In yesterday's reading, we are given to understand that the Pharisees, provoked by Jesus' healing on the Sabbath, have begun to plot against him, "in order to destroy him." The crowds follow him, nevertheless, seeking healing, which Jesus gives in abundance. We are told here that "he cured all of them." He orders all of those who have received his healing not to speak about it, "not to make him known." We recall his words elsewhere in the gospels, for example from John 10:18 "For this reason the Father loves me, because I lay down my life in order to take it up again. No one takes it from me, but I lay it down of my own accord. I have power to lay it down, and I have power to take it up again. I have received this command from my Father." Throughout the gospels, it is Jesus who chooses his time and place, and when he will reveal himself and to whom.

In Isaiah's prophecy, we see this prediction that he will not reveal himself until all is fulfilled. Jesus does not disclose his identity as Messiah to the Jewish population until he has fulfilled his journey and his ministry among the Gentiles. My study bible notes that the reasons for concealment of his messianic identity include 1) the growing hostility of the Jewish leaders, 2) the people's misunderstanding of messiahship as political and earthly, and 3) Jesus' desire to evoke the response of faith -- He wants people to discover His identity for themselves.

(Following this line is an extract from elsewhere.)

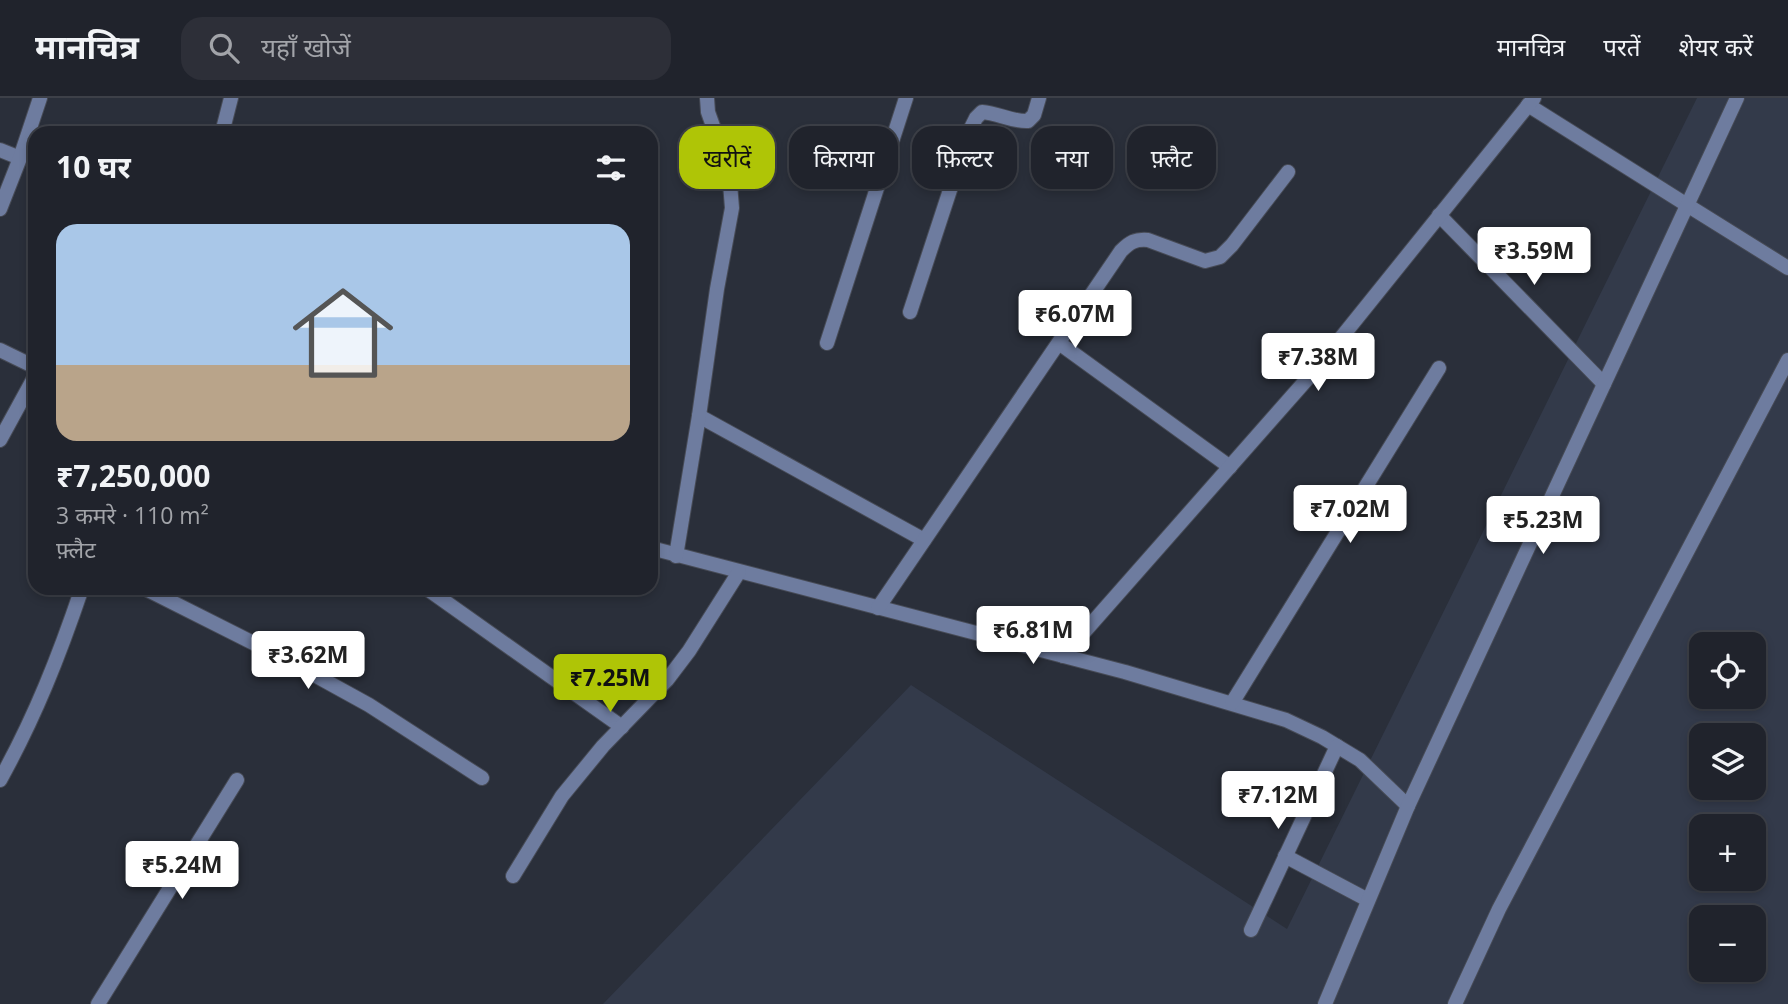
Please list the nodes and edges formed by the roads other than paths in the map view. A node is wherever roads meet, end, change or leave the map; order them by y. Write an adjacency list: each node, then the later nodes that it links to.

Isaiah emphasizes the quality of servitude - Jesus fulfills the promise of the "Suffering Servant." Again, my study bible has a helpful note: "the Servant of God refers both to the Messiah and to all God's elect." And of course, we also read into these words of prophecy the understanding of the Messiah's mission to all, including the Gentile world and the presence of the Church that will expand to all.

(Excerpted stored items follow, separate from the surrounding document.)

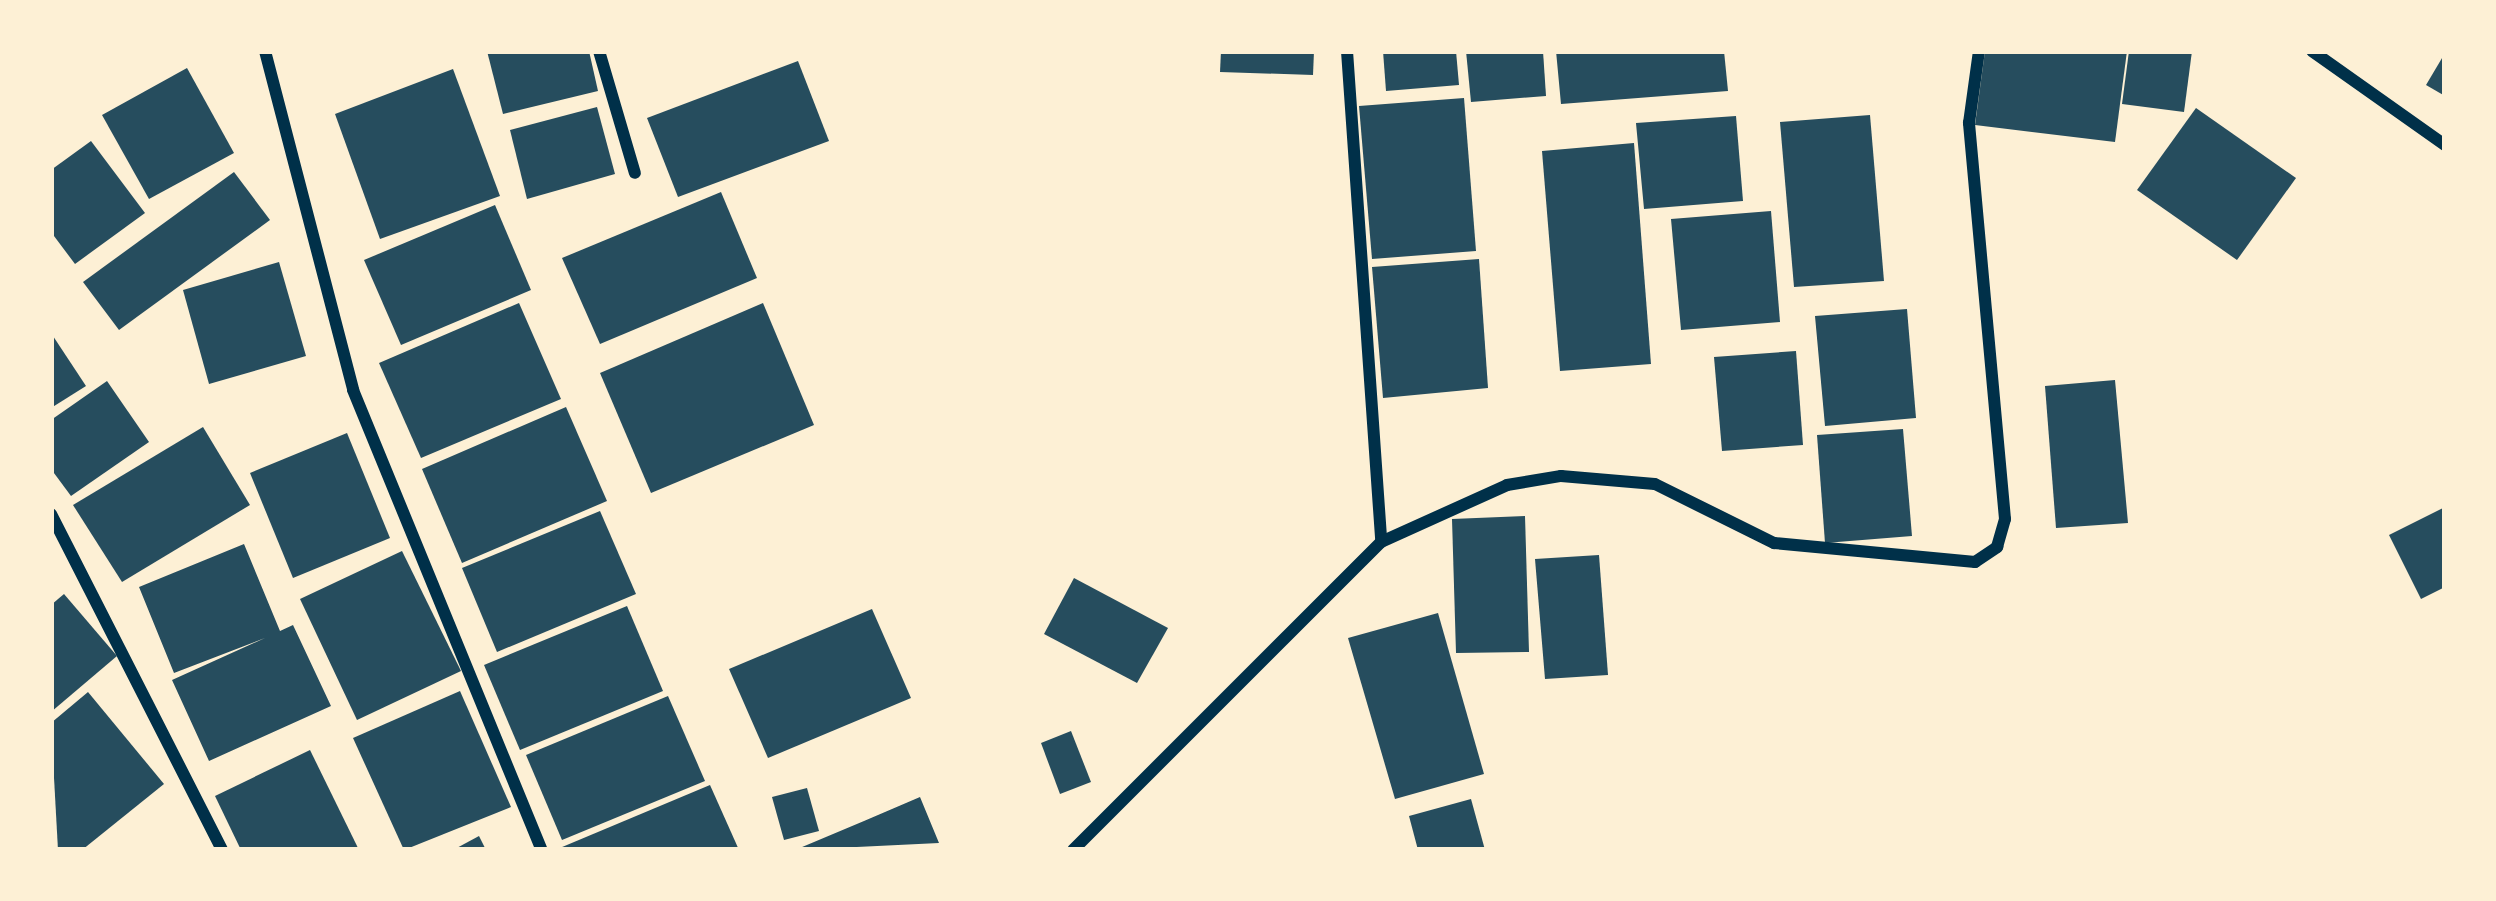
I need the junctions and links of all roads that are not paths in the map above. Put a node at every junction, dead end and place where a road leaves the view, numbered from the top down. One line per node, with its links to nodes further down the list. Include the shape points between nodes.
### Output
1 (266, 51): 11 (street, via 353,389)
2 (599, 51): 7 (street)
3 (1347, 51): 9 (street)
4 (1979, 51): 9 (street, via 1969,123 2005,519 1997,547 1976,562 1774,543 1655,484 1561,476 1507,485)
5 (2312, 51): 6 (street)
6 (2445, 145)
7 (635, 173)
8 (51, 514): 10 (street)
9 (1381, 542): 12 (street)
10 (222, 850)
11 (542, 850)
12 (1073, 850)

In Isaiah's prophecy, we also read the great paradox of spiritual reality and power, the logic of the kingdom. This is a "Suffering Servant." "He will not wrangle or cry aloud, nor will anyone hear his voice in the streets. He will not break a bruised reed or quench a smouldering wick..." He is meek and gentle. Jesus is not a political messiah who brings himself to power at the point of a sword. He rather hides himself until the very end, when it is his time to go to Jerusalem and thus begins his Passion. As we have seen, he teaches his ministers to "shake the dust from their feet" when they encounter people who don't wish to hear their message, and to simply move on to the next town. They are to be "wise as serpents and innocent as doves."

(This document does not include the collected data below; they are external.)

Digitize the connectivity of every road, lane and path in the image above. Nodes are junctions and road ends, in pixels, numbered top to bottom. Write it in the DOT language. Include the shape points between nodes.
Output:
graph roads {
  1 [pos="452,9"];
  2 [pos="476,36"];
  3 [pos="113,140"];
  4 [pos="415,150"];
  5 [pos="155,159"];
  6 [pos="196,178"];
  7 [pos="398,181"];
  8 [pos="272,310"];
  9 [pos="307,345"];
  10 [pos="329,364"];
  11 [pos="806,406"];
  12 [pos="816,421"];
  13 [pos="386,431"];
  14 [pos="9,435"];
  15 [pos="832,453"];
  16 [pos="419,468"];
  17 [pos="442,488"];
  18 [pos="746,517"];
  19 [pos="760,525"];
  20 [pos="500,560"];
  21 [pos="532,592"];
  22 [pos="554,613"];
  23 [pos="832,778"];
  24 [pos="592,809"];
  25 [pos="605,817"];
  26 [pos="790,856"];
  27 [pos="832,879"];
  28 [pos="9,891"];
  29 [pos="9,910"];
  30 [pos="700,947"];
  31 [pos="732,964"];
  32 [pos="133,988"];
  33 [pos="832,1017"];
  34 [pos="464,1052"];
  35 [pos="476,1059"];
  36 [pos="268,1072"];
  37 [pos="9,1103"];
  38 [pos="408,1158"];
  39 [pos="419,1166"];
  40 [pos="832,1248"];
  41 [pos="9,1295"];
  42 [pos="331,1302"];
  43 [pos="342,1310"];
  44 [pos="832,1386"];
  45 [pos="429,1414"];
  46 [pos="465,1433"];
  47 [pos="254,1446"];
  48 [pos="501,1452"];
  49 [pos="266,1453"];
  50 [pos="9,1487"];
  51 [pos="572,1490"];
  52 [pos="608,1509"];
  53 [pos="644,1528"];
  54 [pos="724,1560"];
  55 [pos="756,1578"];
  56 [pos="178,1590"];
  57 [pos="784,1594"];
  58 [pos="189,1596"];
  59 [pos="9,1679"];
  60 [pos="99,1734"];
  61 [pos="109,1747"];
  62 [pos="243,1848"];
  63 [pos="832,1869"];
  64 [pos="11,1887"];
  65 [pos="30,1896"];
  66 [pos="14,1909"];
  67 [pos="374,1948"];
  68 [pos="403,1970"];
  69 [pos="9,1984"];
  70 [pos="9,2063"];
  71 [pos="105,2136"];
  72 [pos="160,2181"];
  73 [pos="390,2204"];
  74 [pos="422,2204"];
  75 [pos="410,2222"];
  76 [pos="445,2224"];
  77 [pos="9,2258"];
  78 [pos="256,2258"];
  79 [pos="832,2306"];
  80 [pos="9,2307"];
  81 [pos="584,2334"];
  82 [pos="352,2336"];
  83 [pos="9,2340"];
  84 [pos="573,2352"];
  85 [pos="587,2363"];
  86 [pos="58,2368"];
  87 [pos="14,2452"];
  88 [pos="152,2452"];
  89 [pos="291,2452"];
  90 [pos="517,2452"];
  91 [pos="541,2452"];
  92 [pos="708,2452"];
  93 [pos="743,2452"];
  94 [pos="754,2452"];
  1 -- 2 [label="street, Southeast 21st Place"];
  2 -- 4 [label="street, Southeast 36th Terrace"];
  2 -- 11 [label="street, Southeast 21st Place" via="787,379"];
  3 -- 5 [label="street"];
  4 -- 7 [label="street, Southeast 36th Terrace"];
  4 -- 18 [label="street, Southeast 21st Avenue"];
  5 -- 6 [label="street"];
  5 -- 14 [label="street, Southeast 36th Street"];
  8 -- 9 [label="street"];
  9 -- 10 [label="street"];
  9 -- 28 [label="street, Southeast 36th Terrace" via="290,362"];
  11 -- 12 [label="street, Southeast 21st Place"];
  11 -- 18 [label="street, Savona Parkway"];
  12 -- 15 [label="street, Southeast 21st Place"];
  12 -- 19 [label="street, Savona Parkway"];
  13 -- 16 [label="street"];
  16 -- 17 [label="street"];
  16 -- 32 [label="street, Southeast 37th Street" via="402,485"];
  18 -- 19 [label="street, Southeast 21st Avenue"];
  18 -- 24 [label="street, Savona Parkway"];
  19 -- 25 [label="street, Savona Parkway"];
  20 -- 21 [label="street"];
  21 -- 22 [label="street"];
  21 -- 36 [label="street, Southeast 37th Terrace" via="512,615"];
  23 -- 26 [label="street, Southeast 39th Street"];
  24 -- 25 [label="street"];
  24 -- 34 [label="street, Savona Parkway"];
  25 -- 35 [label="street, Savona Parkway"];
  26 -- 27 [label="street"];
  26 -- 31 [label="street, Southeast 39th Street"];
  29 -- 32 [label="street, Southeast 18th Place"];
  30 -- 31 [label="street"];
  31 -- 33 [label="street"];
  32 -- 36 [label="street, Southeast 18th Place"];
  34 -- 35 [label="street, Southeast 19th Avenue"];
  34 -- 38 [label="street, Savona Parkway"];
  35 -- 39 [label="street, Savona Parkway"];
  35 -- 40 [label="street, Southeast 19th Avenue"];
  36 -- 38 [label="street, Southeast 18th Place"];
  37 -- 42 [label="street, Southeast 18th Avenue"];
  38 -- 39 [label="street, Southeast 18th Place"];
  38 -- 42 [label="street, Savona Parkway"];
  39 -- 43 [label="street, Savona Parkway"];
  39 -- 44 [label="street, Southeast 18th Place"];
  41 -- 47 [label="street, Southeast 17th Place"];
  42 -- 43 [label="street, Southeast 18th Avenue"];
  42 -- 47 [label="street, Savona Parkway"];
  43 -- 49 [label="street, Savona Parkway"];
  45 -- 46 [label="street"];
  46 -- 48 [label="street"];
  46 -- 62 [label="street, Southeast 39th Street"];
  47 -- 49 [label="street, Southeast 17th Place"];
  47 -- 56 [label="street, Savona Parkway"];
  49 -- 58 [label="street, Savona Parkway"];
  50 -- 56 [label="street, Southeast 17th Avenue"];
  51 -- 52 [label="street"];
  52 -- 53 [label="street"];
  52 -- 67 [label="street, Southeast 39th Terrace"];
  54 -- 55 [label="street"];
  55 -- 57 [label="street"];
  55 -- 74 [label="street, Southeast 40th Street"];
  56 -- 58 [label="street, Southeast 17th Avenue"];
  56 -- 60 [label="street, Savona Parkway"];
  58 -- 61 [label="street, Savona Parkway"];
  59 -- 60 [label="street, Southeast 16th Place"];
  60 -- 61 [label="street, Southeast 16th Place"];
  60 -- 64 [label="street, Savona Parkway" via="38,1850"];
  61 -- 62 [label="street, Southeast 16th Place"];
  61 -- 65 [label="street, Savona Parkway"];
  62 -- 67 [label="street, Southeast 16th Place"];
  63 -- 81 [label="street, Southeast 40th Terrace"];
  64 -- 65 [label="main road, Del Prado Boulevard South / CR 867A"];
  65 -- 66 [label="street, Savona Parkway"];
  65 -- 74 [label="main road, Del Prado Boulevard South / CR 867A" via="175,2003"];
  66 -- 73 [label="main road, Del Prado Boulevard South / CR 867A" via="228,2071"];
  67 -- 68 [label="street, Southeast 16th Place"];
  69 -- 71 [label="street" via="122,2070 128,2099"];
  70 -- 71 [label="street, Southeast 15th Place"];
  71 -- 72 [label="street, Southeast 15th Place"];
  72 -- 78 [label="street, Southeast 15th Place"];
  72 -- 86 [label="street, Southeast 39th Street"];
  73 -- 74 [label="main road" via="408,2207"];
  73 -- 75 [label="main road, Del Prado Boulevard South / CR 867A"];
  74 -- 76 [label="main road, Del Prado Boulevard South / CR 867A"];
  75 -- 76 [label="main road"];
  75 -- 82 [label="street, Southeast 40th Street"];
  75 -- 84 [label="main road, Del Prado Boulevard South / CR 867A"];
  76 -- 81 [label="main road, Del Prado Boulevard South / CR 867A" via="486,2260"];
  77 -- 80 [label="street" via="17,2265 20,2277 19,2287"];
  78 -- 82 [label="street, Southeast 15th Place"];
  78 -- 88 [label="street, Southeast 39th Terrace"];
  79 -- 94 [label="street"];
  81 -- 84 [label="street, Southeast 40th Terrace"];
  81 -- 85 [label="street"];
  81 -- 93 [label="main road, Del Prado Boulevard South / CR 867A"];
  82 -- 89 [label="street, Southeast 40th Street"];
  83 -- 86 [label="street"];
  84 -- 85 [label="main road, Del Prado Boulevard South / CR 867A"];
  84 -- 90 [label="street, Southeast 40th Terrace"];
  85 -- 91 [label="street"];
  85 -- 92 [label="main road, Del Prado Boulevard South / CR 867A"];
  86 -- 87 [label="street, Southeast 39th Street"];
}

His meekness and gentleness of manner, without a great proclamation of himself, will continue, according to Isaiah, "until he brings justice to victory." For myself, I read into these words the understanding of the fulfillment of the Law, the expansion and understanding of our notions of justice through his ministry and teaching. In the Sermon on the Mount, he has revealed his great teachings of what it means to embody justice and to practice the law in full. And so, we have our hope, and we continue to hope in his name, as Isaiah so eloquently prophesied.

In these elegant words, we are to understand the paradox of beauty of this ministry and Christ's teaching. In Tuesday's reading, we were told that his "yoke is easy and his burden is light." His kindness and gentleness to us is reflected in this relationship. His meekness in his mission remains the necessary condition for those who would follow him of their heart, because they choose to love him. The power of this kingdom works in ways that are hidden; it "breaks in" upon those who would receive it, who are ready to hear and to understand - for which we need spiritual eyes and ears to see and to hear. His mission to all of us is in spirit and in truth: we receive it with our hearts which must be open to receive. We understand this power to be that in which "the greatest among you must be the servant of all."

How does this mission work today? With what ministry is it taught and received? How do we contain this knowledge and receive it within our hearts? We understand its proclamation, Jesus' Passion, and thousands of years of history of Church among the Gentile world. Yet we still hope in his name, we still pray for his justice, we still must receive with our hearts.